Your 16 yo daughter has a boyfriend who dines at yours several times a week who thinks nothing of traipsing through the house in muddy/wet/dusty work gear. You need to set ground rules and house rules ASAP with your daughter.

notangelinajolie · 17/05/2023 23:14

Definitely a case of your house your rules. I actually think he is a little bit rude to even come into your home wearing dirty clothes. Don’t feel bad - he knows the house rules and he should be gratuitous and accept them.

Being a total pushover myself, It’s actually quite refreshing to read of a mumsnetter not being walked over who is assertive and not afraid to put boundaries in place from the beginning. Wish I could do that. Well done OP 😀

SkyandSurf · 17/05/2023 23:15

@mainsfed

Not everyone can afford to replace carpets but OP's has a pristine new home with a fancy gym and apparently even the 16 year old has an ensuite.
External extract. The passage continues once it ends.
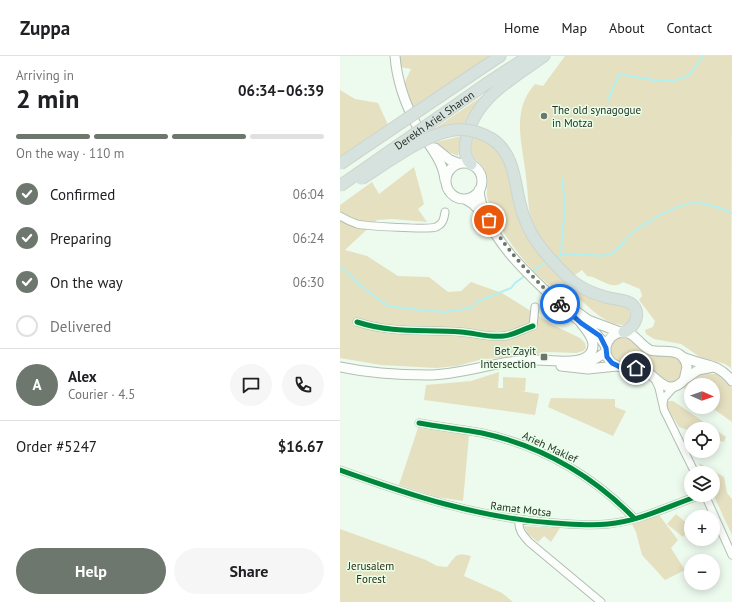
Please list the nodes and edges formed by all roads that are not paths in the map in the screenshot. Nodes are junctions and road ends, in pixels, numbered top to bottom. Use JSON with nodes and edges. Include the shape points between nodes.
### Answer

I think she can afford new carpet when DD leaves in 5 years. If it's a stretch she has time to save up.

Coyoacan · 17/05/2023 23:17

CeliaNorth · 17/05/2023 23:14

I bet visiting your house is as comfortable as going for coffee with Hyacinth Bucket.

Three pages in and no-one has yet called out the ableism on this thread?

Is OCD totally incurable? I'm not being snide, I honestly don't know. I believe we should all look after our own physical and mental health as much as possible

QueenBitch666 · 17/05/2023 23:18

I don't have ocd and I'd be thoroughly pissed off. He should respect your house and clean his crap up

LadyJ2023 · 17/05/2023 23:23

I dont have ocd but sorry none of my older kids would be allowed to do this either. Coats,shoes muddy or not and clothes are off at the door before they come into the main house its called respect for what we have and the money we use on making a lovely home for our family

saraclara · 17/05/2023 23:24

QueenBitch666 · 17/05/2023 23:18

I don't have ocd and I'd be thoroughly pissed off. He should respect your house and clean his crap up

I'm genuinely surprised that there are so many posts like yours on this thread. The guy doesn't tramp through the house in his booots and outdoor stuff. He follows OP's rules and leaves them outside. Then he goes straight up to DD's bathroom, takes of his jeans, showers, and wears PJ bottoms. That all sounds pretty respectful to me.

I would never dream of telling anyone that they needed to change out of their jeans in the garage (however nice a one it is) before entering my home. I think that is disrespectful.

I can only imagine that OP's issues and requests are making him unable to relax at her house. And he's probably not the only visitor who feels that way.